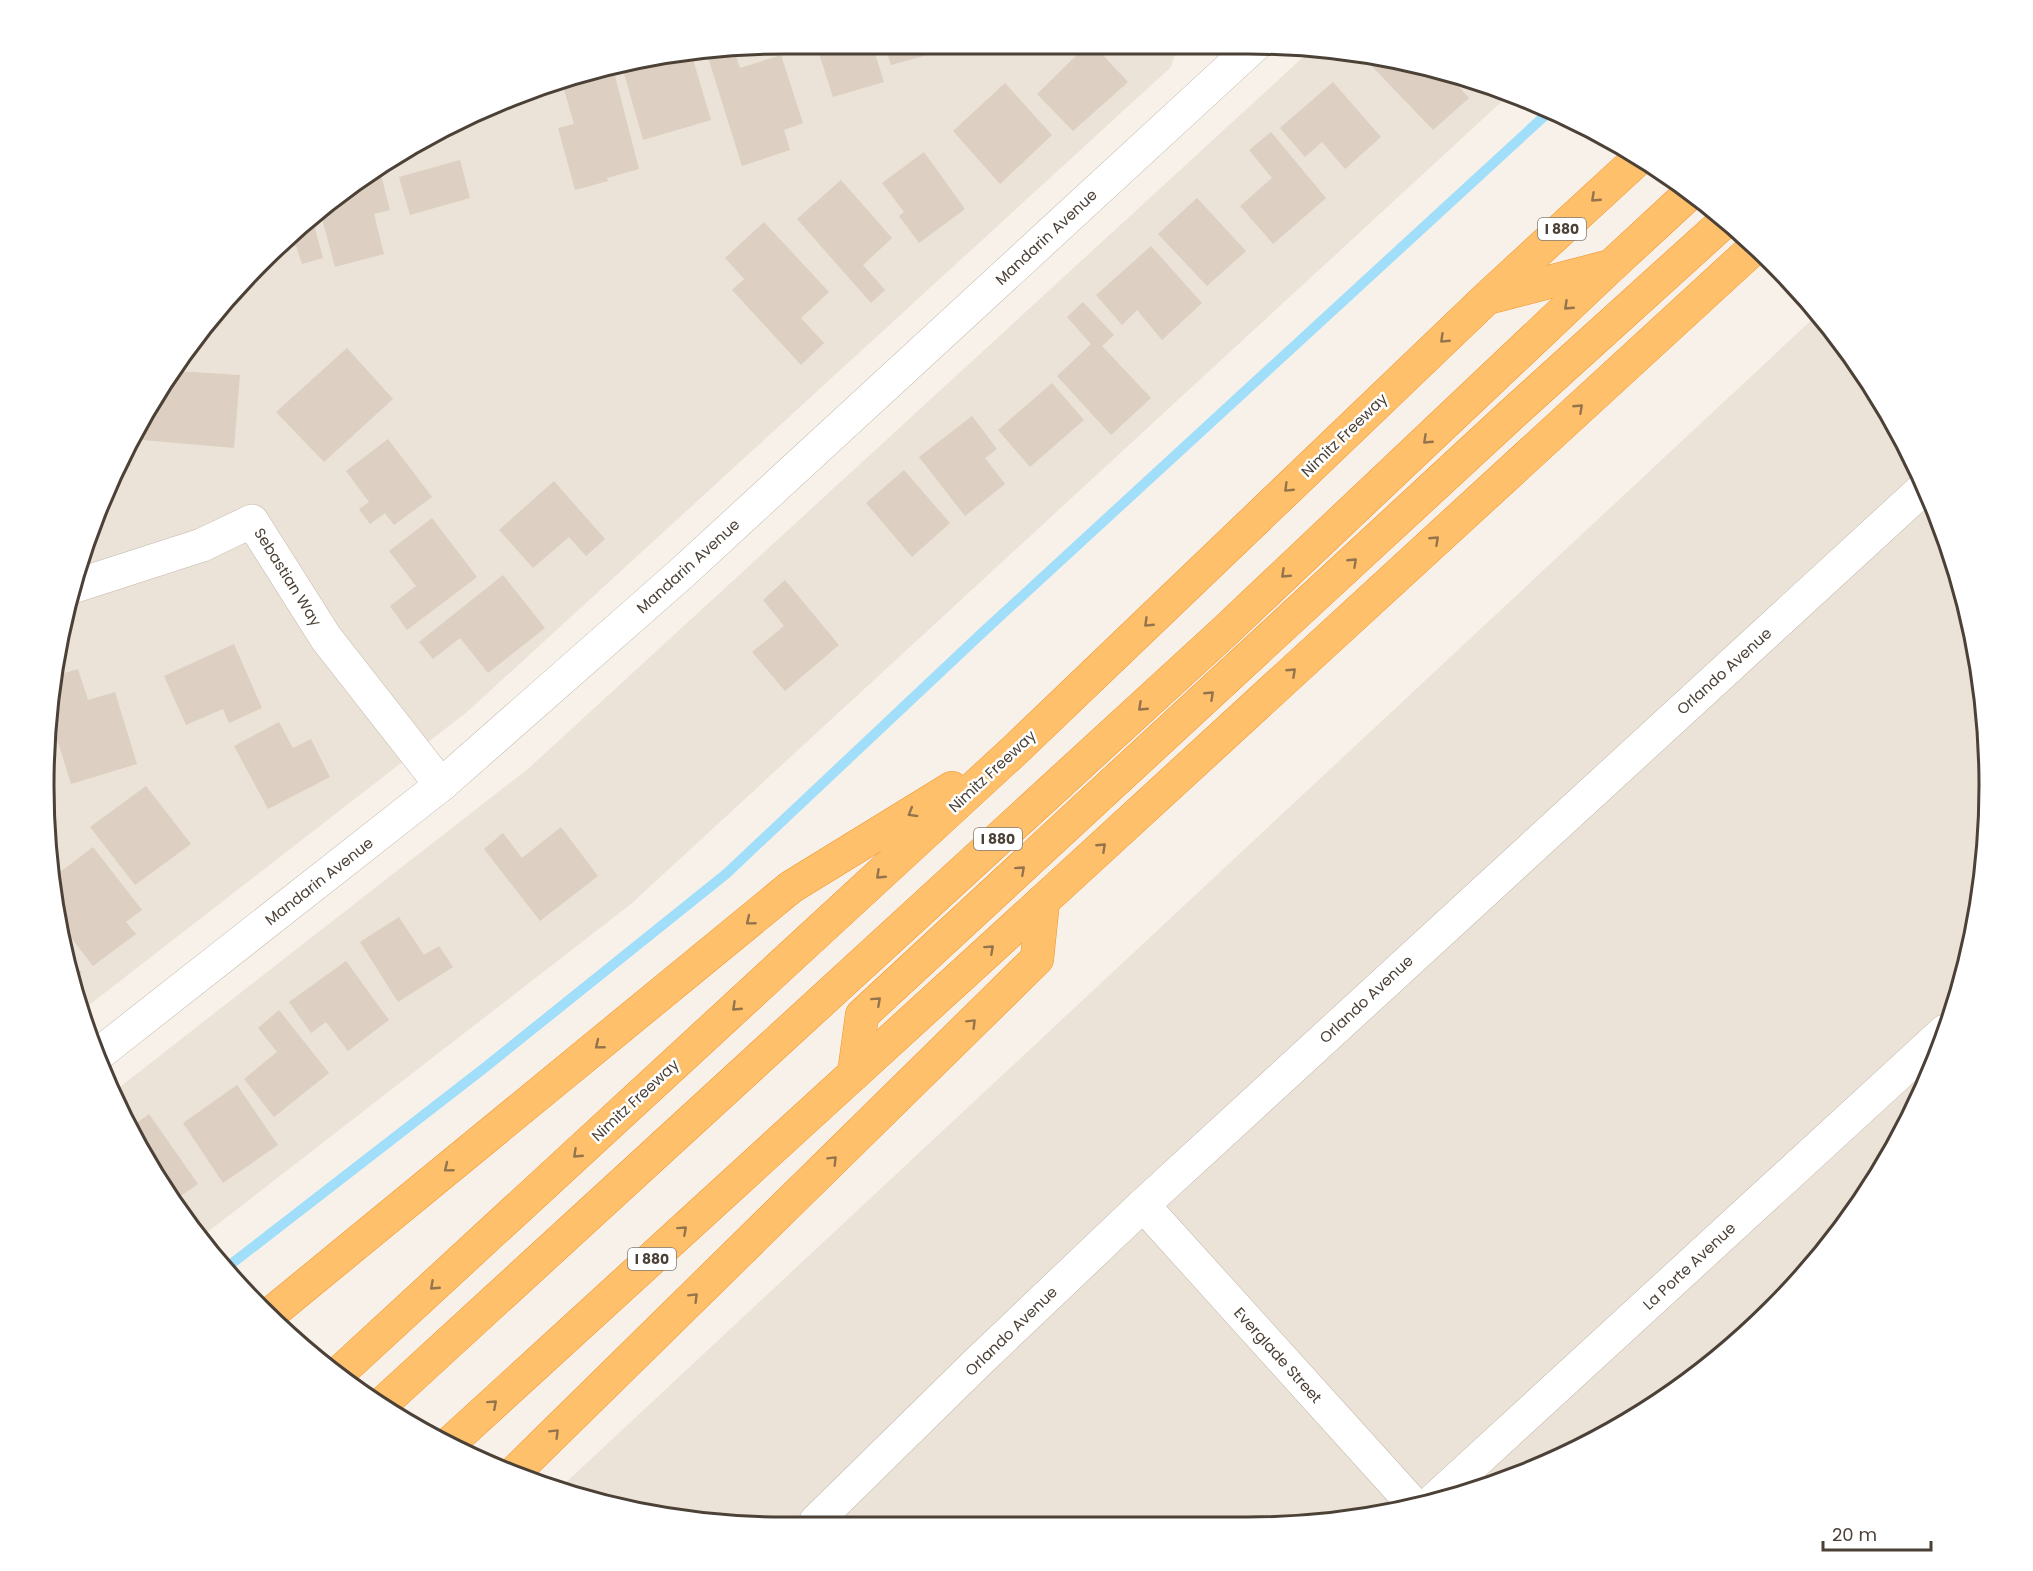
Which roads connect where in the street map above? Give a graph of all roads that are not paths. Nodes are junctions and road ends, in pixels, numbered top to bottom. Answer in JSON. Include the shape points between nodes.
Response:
{"nodes":[{"id":1,"x":1240,"y":54,"type":"edge"},
{"id":2,"x":1633,"y":164,"type":"edge"},
{"id":3,"x":1684,"y":199,"type":"edge"},
{"id":4,"x":1719,"y":227,"type":"edge"},
{"id":5,"x":1749,"y":253,"type":"edge"},
{"id":6,"x":1611,"y":266,"type":"junction"},
{"id":7,"x":1486,"y":298,"type":"junction"},
{"id":8,"x":1918,"y":494,"type":"edge"},
{"id":9,"x":83,"y":584,"type":"edge"},
{"id":10,"x":1016,"y":750,"type":"junction"},
{"id":11,"x":441,"y":785,"type":"junction"},
{"id":12,"x":1043,"y":901,"type":"junction"},
{"id":13,"x":1931,"y":1044,"type":"edge"},
{"id":14,"x":104,"y":1050,"type":"edge"},
{"id":15,"x":854,"y":1074,"type":"junction"},
{"id":16,"x":1143,"y":1205,"type":"junction"},
{"id":17,"x":275,"y":1310,"type":"edge"},
{"id":18,"x":344,"y":1369,"type":"edge"},
{"id":19,"x":387,"y":1399,"type":"edge"},
{"id":20,"x":455,"y":1438,"type":"edge"},
{"id":21,"x":521,"y":1467,"type":"edge"},
{"id":22,"x":1446,"y":1489,"type":"edge"},
{"id":23,"x":1408,"y":1499,"type":"edge"},
{"id":24,"x":820,"y":1517,"type":"edge"}],
"edges":[{"from":1,"to":11,"type":"street","name":"Mandarin Avenue","via":[[683,572]]},
{"from":2,"to":7,"type":"highway","name":"Nimitz Freeway","number":"I 880","one_way":true},
{"from":3,"to":6,"type":"highway","number":"I 880"},
{"from":15,"to":4,"type":"highway","number":"I 880","one_way":true,"via":[[862,1015]]},
{"from":12,"to":5,"type":"highway","number":"I 880","one_way":true},
{"from":6,"to":7,"type":"highway"},
{"from":6,"to":19,"type":"highway","number":"I 880","one_way":true,"via":[[1223,633]]},
{"from":7,"to":10,"type":"highway","name":"Nimitz Freeway","number":"I 880","one_way":true},
{"from":8,"to":16,"type":"street","name":"Orlando Avenue"},
{"from":9,"to":11,"type":"street","name":"Sebastian Way","via":[[202,545],[252,521],[326,638]]},
{"from":10,"to":17,"type":"highway","one_way":true,"via":[[791,887]]},
{"from":10,"to":18,"type":"highway","name":"Nimitz Freeway","number":"I 880","one_way":true},
{"from":11,"to":14,"type":"street","name":"Mandarin Avenue"},
{"from":15,"to":12,"type":"highway","number":"I 880","one_way":true},
{"from":21,"to":12,"type":"highway","one_way":true,"via":[[1037,959]]},
{"from":13,"to":22,"type":"street","name":"La Porte Avenue"},
{"from":20,"to":15,"type":"highway","number":"I 880","one_way":true},
{"from":16,"to":23,"type":"street","name":"Everglade Street"},
{"from":16,"to":24,"type":"street","name":"Orlando Avenue"}]}
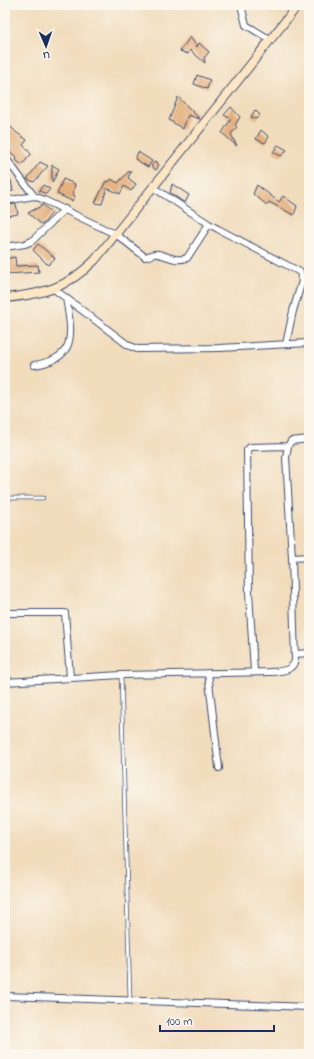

* **EXERCISE REQUIREMENTS**
Output each record above word for word, leaving out images.

* **OUTPUT**
Which roads connect where in the street map above? Give a graph of all roads that are not paths. Nodes are junctions and road ends, in pixels, numbered top to bottom. Answer in JSON. Include the shape points between nodes.
Response:
{"nodes":[{"id":1,"x":1240,"y":54,"type":"edge"},
{"id":2,"x":1633,"y":164,"type":"edge"},
{"id":3,"x":1684,"y":199,"type":"edge"},
{"id":4,"x":1719,"y":227,"type":"edge"},
{"id":5,"x":1749,"y":253,"type":"edge"},
{"id":6,"x":1611,"y":266,"type":"junction"},
{"id":7,"x":1486,"y":298,"type":"junction"},
{"id":8,"x":1918,"y":494,"type":"edge"},
{"id":9,"x":83,"y":584,"type":"edge"},
{"id":10,"x":1016,"y":750,"type":"junction"},
{"id":11,"x":441,"y":785,"type":"junction"},
{"id":12,"x":1043,"y":901,"type":"junction"},
{"id":13,"x":1931,"y":1044,"type":"edge"},
{"id":14,"x":104,"y":1050,"type":"edge"},
{"id":15,"x":854,"y":1074,"type":"junction"},
{"id":16,"x":1143,"y":1205,"type":"junction"},
{"id":17,"x":275,"y":1310,"type":"edge"},
{"id":18,"x":344,"y":1369,"type":"edge"},
{"id":19,"x":387,"y":1399,"type":"edge"},
{"id":20,"x":455,"y":1438,"type":"edge"},
{"id":21,"x":521,"y":1467,"type":"edge"},
{"id":22,"x":1446,"y":1489,"type":"edge"},
{"id":23,"x":1408,"y":1499,"type":"edge"},
{"id":24,"x":820,"y":1517,"type":"edge"}],
"edges":[{"from":1,"to":11,"type":"street","name":"Mandarin Avenue","via":[[683,572]]},
{"from":2,"to":7,"type":"highway","name":"Nimitz Freeway","number":"I 880","one_way":true},
{"from":3,"to":6,"type":"highway","number":"I 880"},
{"from":15,"to":4,"type":"highway","number":"I 880","one_way":true,"via":[[862,1015]]},
{"from":12,"to":5,"type":"highway","number":"I 880","one_way":true},
{"from":6,"to":7,"type":"highway"},
{"from":6,"to":19,"type":"highway","number":"I 880","one_way":true,"via":[[1223,633]]},
{"from":7,"to":10,"type":"highway","name":"Nimitz Freeway","number":"I 880","one_way":true},
{"from":8,"to":16,"type":"street","name":"Orlando Avenue"},
{"from":9,"to":11,"type":"street","name":"Sebastian Way","via":[[202,545],[252,521],[326,638]]},
{"from":10,"to":17,"type":"highway","one_way":true,"via":[[791,887]]},
{"from":10,"to":18,"type":"highway","name":"Nimitz Freeway","number":"I 880","one_way":true},
{"from":11,"to":14,"type":"street","name":"Mandarin Avenue"},
{"from":15,"to":12,"type":"highway","number":"I 880","one_way":true},
{"from":21,"to":12,"type":"highway","one_way":true,"via":[[1037,959]]},
{"from":13,"to":22,"type":"street","name":"La Porte Avenue"},
{"from":20,"to":15,"type":"highway","number":"I 880","one_way":true},
{"from":16,"to":23,"type":"street","name":"Everglade Street"},
{"from":16,"to":24,"type":"street","name":"Orlando Avenue"}]}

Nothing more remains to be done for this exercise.